Coronavirus: Loosening restraints key to our economy bouncing back
What should governments do to minimise the economic damage being caused by COVID-19?
I use governments in the plural because the federal, state/territory and local governments should see themselves as partners, working together to ensure that businesses can remain afloat and that people’s jobs and incomes can be protected as much as possible.
At this stage, it’s sensible to concentrate on the key sectors that are being hit — tourism, hospitality, events, aviation, higher education and parts of agriculture. It’s tough going in parts of retail, too, although the supermarkets are enjoying the benefits of panic buying.
At this stage, the universities can fend for themselves, particularly as a disproportionate number of Chinese students are enrolled in the well-resourced, sandstone universities. But tourism and related parts of hospitality (think restaurants, hotels, etc.) are bleeding badly.
And here the overlap is very unfortunate — many casual workers and contractors are employed in tourism and hospitality. They risk being laid off altogether or having their hours of work significantly cut. In a worst-case scenario, they may even be prevented from going to work in the event of imposed quarantines.
One option for the federal government is to pay the Newstart Allowance, either in full or part, to these affected workers while waiving the job-search requirement. It’s not as though the bills and the daily cost of living cease for these workers just because their employers are being hit hard.
Assistance should also be directed to the firms themselves, some of which may hit the wall through a lack of cash flow. While banks are likely to be sympathetic to their borrowers by ignoring debt covenants, for instance, many firms will simply need to be bailed out if they are to continue. Hopefully, when the effects of the virus subside, these firms can bounce back and start taking on staff.
One of the technical considerations for the federal government is to identify those firms needing assistance. Through the payroll tax data base and other sources, the state/territory governments are better placed to know which firms should be targeted and what sort of assistance is most suitable.
State/territory governments could also chip in, with payroll tax cuts or pauses, for example. Local governments may forgive the payment of rates by firms for a time.
The federal government should consider bringing forward its investment allowance scheme, which has been foreshadowed to be announced in the budget. While the scheme might initially be taken up by larger firms, small firms can also benefit when projects begin to be rolled out.
While a key consideration for all governments is to prevent extensive job losses leading to an increase in the rate of unemployment, it is also important that credit markets continue to function.

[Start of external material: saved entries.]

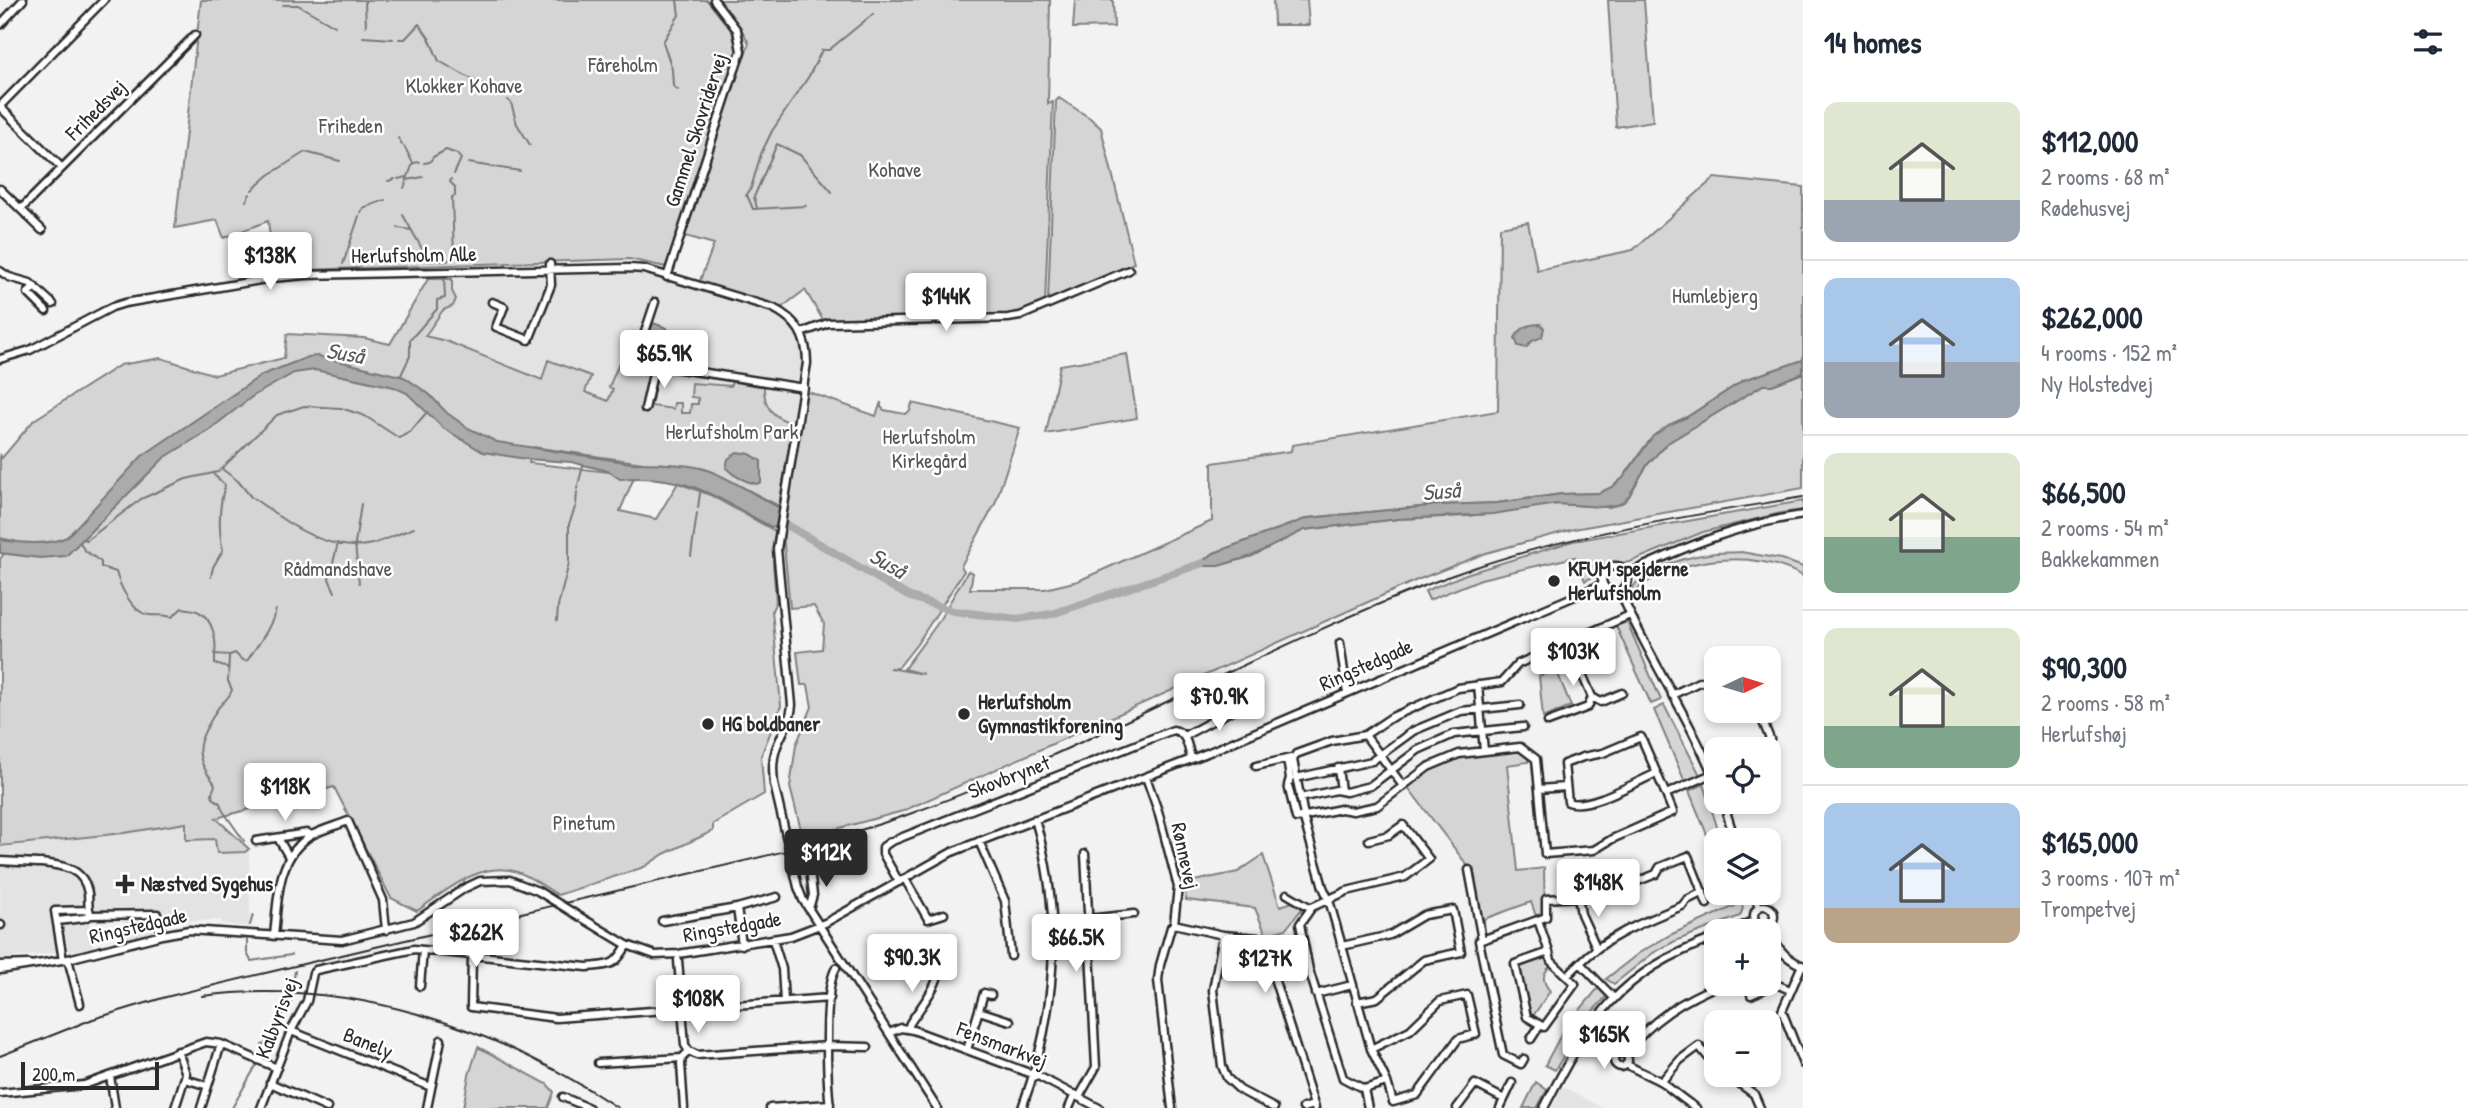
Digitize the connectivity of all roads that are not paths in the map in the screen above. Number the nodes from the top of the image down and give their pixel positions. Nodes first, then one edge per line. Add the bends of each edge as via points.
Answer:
1 (23, 0) edge
2 (104, 0) edge
3 (714, 0) edge
4 (0, 25) edge
5 (195, 35) dead end
6 (0, 107) edge
7 (62, 168) junction
8 (0, 189) edge
9 (21, 209) junction
10 (42, 230) dead end
11 (550, 267) junction
12 (1129, 270) dead end
13 (0, 271) edge
14 (667, 277) junction
15 (35, 287) junction
16 (492, 302) dead end
17 (655, 302) dead end
18 (53, 304) dead end
19 (46, 311) dead end
20 (802, 333) junction
21 (0, 359) edge
22 (656, 365) junction
23 (804, 388) junction
24 (645, 410) dead end
25 (1803, 515) edge
26 (1627, 574) junction
27 (1603, 584) junction
28 (1620, 592) junction
29 (1630, 615) junction
30 (1568, 642) junction
31 (1340, 643) dead end
32 (1704, 682) edge
33 (1478, 685) junction
34 (1347, 693) junction
35 (1622, 693) dead end
36 (1671, 695) junction
37 (1592, 698) junction
38 (1242, 705) dead end
39 (1520, 705) dead end
40 (1480, 709) junction
41 (1548, 722) dead end
42 (1523, 727) dead end
43 (1482, 731) junction
44 (1365, 735) junction
45 (1184, 736) junction
46 (1484, 751) junction
47 (1379, 755) junction
48 (1290, 758) junction
49 (1191, 759) junction
50 (1704, 759) edge
51 (1256, 766) dead end
52 (1338, 768) junction
53 (1391, 771) junction
54 (1657, 774) junction
55 (1146, 777) junction
56 (1704, 777) edge
57 (1296, 778) junction
58 (1403, 786) junction
59 (1566, 787) junction
60 (1539, 789) junction
61 (1342, 790) junction
62 (1666, 794) junction
63 (1300, 798) junction
64 (1303, 816) junction
65 (1035, 819) junction
66 (312, 835) junction
67 (278, 838) junction
68 (1369, 839) dead end
69 (256, 841) dead end
70 (979, 841) junction
71 (1085, 854) dead end
72 (289, 857) junction
73 (0, 861) edge
74 (809, 861) dead end
75 (1469, 870) dead end
76 (902, 880) junction
77 (1703, 892) junction
78 (1287, 894) dead end
79 (1704, 895) edge
80 (777, 897) dead end
81 (1578, 897) junction
82 (1329, 901) junction
83 (1759, 907) joint
84 (737, 908) junction
85 (1311, 908) junction
86 (809, 909) junction
87 (89, 912) junction
88 (944, 914) dead end
89 (1133, 914) dead end
90 (1088, 919) junction
91 (1755, 919) edge
92 (1773, 919) edge
93 (1538, 920) junction
94 (662, 921) dead end
95 (1174, 924) junction
96 (820, 926) junction
97 (386, 930) junction
98 (162, 935) junction
99 (1223, 935) junction
100 (274, 936) junction
101 (773, 940) junction
102 (1482, 940) junction
103 (1704, 942) edge
104 (627, 945) junction
105 (742, 945) junction
106 (1342, 946) junction
107 (1596, 947) junction
108 (424, 950) junction
109 (1549, 952) junction
110 (1781, 953) edge
111 (472, 955) junction
112 (936, 955) dead end
113 (1011, 956) dead end
114 (66, 960) junction
115 (678, 960) dead end
116 (1580, 963) junction
117 (45, 964) junction
118 (0, 965) edge
119 (1802, 966) edge
120 (836, 968) dead end
121 (0, 971) edge
122 (1567, 976) junction
123 (1352, 985) junction
124 (420, 986) dead end
125 (1781, 986) edge
126 (1790, 990) junction
127 (1704, 991) edge
128 (1316, 994) junction
129 (991, 995) dead end
130 (830, 998) junction
131 (1614, 998) junction
132 (784, 1001) junction
133 (1357, 1002) junction
134 (80, 1004) dead end
135 (682, 1009) junction
136 (979, 1011) junction
137 (1010, 1021) dead end
138 (1539, 1024) junction
139 (908, 1028) junction
140 (292, 1031) junction
141 (889, 1033) junction
142 (1583, 1035) junction
143 (1531, 1039) dead end
144 (441, 1040) dead end
145 (221, 1044) junction
146 (828, 1046) junction
147 (868, 1047) dead end
148 (1371, 1049) junction
149 (967, 1050) junction
150 (178, 1051) junction
151 (689, 1051) junction
152 (1704, 1052) edge
153 (1625, 1054) junction
154 (1615, 1057) junction
155 (682, 1058) junction
156 (1524, 1059) dead end
157 (598, 1063) dead end
158 (1803, 1064) edge
159 (1626, 1065) junction
160 (277, 1068) junction
161 (1034, 1075) junction
162 (110, 1076) junction
163 (185, 1079) junction
164 (1662, 1081) junction
165 (1387, 1082) junction
166 (271, 1083) junction
167 (1512, 1083) dead end
168 (208, 1086) junction
169 (431, 1087) junction
170 (1744, 1087) edge
171 (1364, 1089) junction
172 (0, 1093) edge
173 (1077, 1096) junction
174 (563, 1097) dead end
175 (1504, 1099) junction
176 (830, 1106) edge
177 (1314, 1106) edge
178 (115, 1108) edge
179 (175, 1108) edge
180 (201, 1108) edge
181 (261, 1108) edge
182 (327, 1108) edge
183 (427, 1108) edge
184 (589, 1108) edge
185 (684, 1108) edge
186 (770, 1108) edge
187 (937, 1108) edge
188 (1022, 1108) edge
189 (1069, 1108) edge
190 (1099, 1108) edge
191 (1172, 1108) edge
192 (1273, 1108) edge
193 (1303, 1108) edge
194 (1368, 1108) edge
195 (1457, 1108) edge
196 (1500, 1108) edge
197 (1544, 1108) edge
198 (1696, 1108) edge
199 (1760, 1108) edge

1 - 4 street
2 - 6 street
3 - 14 street, Gammel Skovridervej via 737,30 741,51
5 - 7 street, Frihedsvej
6 - 7 street
7 - 9 street, Frihedsvej
8 - 9 street
9 - 10 street
11 - 14 street, Herlufsholm Alle via 644,269
11 - 16 street via 551,285 529,340 496,327 504,307
11 - 21 street, Herlufsholm Alle via 272,278 112,307 30,350
12 - 20 street via 1020,316 828,323
13 - 15 street
14 - 20 street, Herlufsholm Alle via 773,308
15 - 18 street
15 - 19 street via 29,293
17 - 22 street via 635,362
20 - 23 street via 807,351
22 - 23 street
22 - 24 street
23 - 86 street via 778,534 792,705 773,772 798,887
25 - 26 street via 1701,541
26 - 27 street via 1617,566 1609,568
26 - 28 street via 1628,582
27 - 28 street
27 - 34 street, Ringstedgade
28 - 29 street
29 - 30 street
29 - 36 street
30 - 33 street via 1518,664 1502,682
30 - 37 street
31 - 34 street
32 - 36 street
33 - 40 street
33 - 44 street via 1458,688 1392,717
34 - 49 street, Ringstedgade
35 - 37 street via 1601,702
36 - 50 street
37 - 41 street via 1588,707
38 - 45 street, Skovbrynet
39 - 40 street
40 - 43 street
40 - 47 street via 1413,731
42 - 43 street
43 - 46 street
43 - 53 street via 1454,734 1423,747
44 - 47 street
44 - 48 street via 1332,741
45 - 49 street
45 - 76 street, Skovbrynet via 1173,730 890,842 883,847 883,854
46 - 58 street via 1460,754 1428,767
46 - 60 street via 1520,747 1536,759
47 - 52 street via 1372,761
47 - 53 street
48 - 51 street
48 - 57 street
48 - 64 street via 1288,785 1296,818
49 - 55 street, Ringstedgade
52 - 57 street
52 - 61 street
53 - 58 street
53 - 61 street via 1370,786
54 - 59 street via 1592,802 1569,803
54 - 59 street via 1641,737 1564,764
54 - 62 street
55 - 65 street, Ringstedgade
55 - 95 street, Rønnevej via 1178,887
56 - 62 street
57 - 63 street
58 - 64 street via 1377,806
59 - 60 street
60 - 62 street via 1545,854 1594,850 1672,812
61 - 63 street
63 - 64 street
64 - 82 street
65 - 70 street, Ringstedgade
65 - 161 street via 1048,869 1054,940 1048,1012
66 - 67 street
66 - 72 street
66 - 97 street via 348,821 383,900
67 - 69 street
67 - 72 street
68 - 82 street via 1389,835 1403,825 1429,859 1405,877 1347,891
70 - 76 street, Ringstedgade
70 - 113 street via 1005,901
71 - 90 street
72 - 100 street via 280,880
73 - 87 street via 65,866 78,874 87,890
74 - 86 street via 813,895
75 - 102 street
76 - 88 street via 928,919
76 - 96 street, Ringstedgade
77 - 79 street
77 - 81 street via 1688,856 1616,891
77 - 107 street
78 - 85 street
80 - 84 street
81 - 93 street via 1546,899 1546,917
81 - 107 street
82 - 85 street
82 - 106 street
83 - 91 street
83 - 92 street via 1769,907
84 - 94 street
84 - 105 street
85 - 128 street via 1300,924
86 - 96 street
87 - 98 street via 158,914
87 - 114 street via 55,911
89 - 90 street
90 - 173 street via 1096,1067
93 - 102 street
93 - 109 street
95 - 99 street
95 - 191 street, Rønnevej via 1158,981
96 - 101 street, Ringstedgade
96 - 141 street
97 - 100 street, Ringstedgade via 334,941
97 - 104 street, Ringstedgade, bridge via 414,922 480,881 510,880 538,891
98 - 100 street, Ringstedgade via 205,929
98 - 114 street, Ringstedgade
99 - 177 street via 1262,940
99 - 192 street via 1213,990 1222,1066 1240,1090
101 - 105 street, Ringstedgade
101 - 132 street via 782,969
102 - 156 street via 1503,1055 1521,1064
103 - 131 street via 1655,965
104 - 105 street, Ringstedgade via 665,955
104 - 111 street, Kalbyrisvej via 618,961 587,967
106 - 123 street
106 - 133 street via 1390,935 1424,915 1453,910 1461,952 1424,960 1377,998
107 - 116 street
108 - 111 street, Kalbyrisvej
108 - 124 street
108 - 140 street, Kalbyrisvej via 316,970
109 - 122 street via 1551,961
109 - 138 street via 1515,964 1527,1017
110 - 119 street
111 - 135 street via 471,1007 556,1018
112 - 139 street via 939,976
114 - 117 street, Ringstedgade
114 - 134 street
115 - 135 street
116 - 122 street
116 - 131 street
117 - 118 street
117 - 121 street, Ringstedgade
119 - 126 street
120 - 130 street
122 - 138 street via 1575,984 1544,1027
123 - 128 street
123 - 133 street
125 - 126 street
126 - 158 street via 1782,1011
127 - 153 street via 1665,1013
128 - 171 street via 1343,1078
129 - 136 street via 984,993
130 - 132 street
130 - 146 street
131 - 142 street
132 - 135 street
133 - 148 street
135 - 151 street
136 - 137 street
136 - 149 street
138 - 143 street
139 - 141 street
139 - 149 street, Fensmarkvej
140 - 160 street, Kalbyrisvej
140 - 169 street, Banely
141 - 187 street
142 - 154 street
142 - 197 street
144 - 169 street
145 - 150 street via 206,1042
145 - 160 street
145 - 168 street
146 - 147 street
146 - 151 street via 697,1055
146 - 176 street
148 - 165 street
148 - 165 street via 1410,1030 1440,1001 1467,995 1476,1034 1458,1039 1417,1095 1394,1102
149 - 161 street, Fensmarkvej
150 - 162 street
150 - 163 street
151 - 155 street
152 - 164 street via 1699,1046
153 - 154 street
153 - 159 street
154 - 159 street via 1616,1065
155 - 157 street
155 - 185 street
159 - 164 street
160 - 166 street, Kalbyrisvej
161 - 173 street, Fensmarkvej
161 - 188 street
162 - 172 street via 73,1087
162 - 178 street
163 - 168 street
163 - 179 street
164 - 198 street
165 - 171 street
166 - 181 street, Kalbyrisvej
166 - 182 street
167 - 175 street
168 - 180 street
169 - 183 street
170 - 199 street via 1754,1094
171 - 194 street
173 - 189 street
173 - 190 street, Fensmarkvej
174 - 184 street
175 - 195 street via 1475,1084
175 - 196 street
176 - 186 street
177 - 193 street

Ructions in the stockmarket are not helping and the drastic fall in the price of oil does not bode well.
Having essentially used up all its ammunition of cutting interest rates, the Reserve Bank will need to ensure there is sufficient liquidity in the markets. While this economic calamity was not started by a financial meltdown, there is a possibility it may have similar harmful financial effects.
Clearly, the federal government’s budget surplus aim will not be fulfilled. Having said this, the process of fiscal consolidation has been worthwhile because there is plenty of scope to use fiscal policy to deal with economic damage caused by the virus. Less restrained governments are not as well-placed.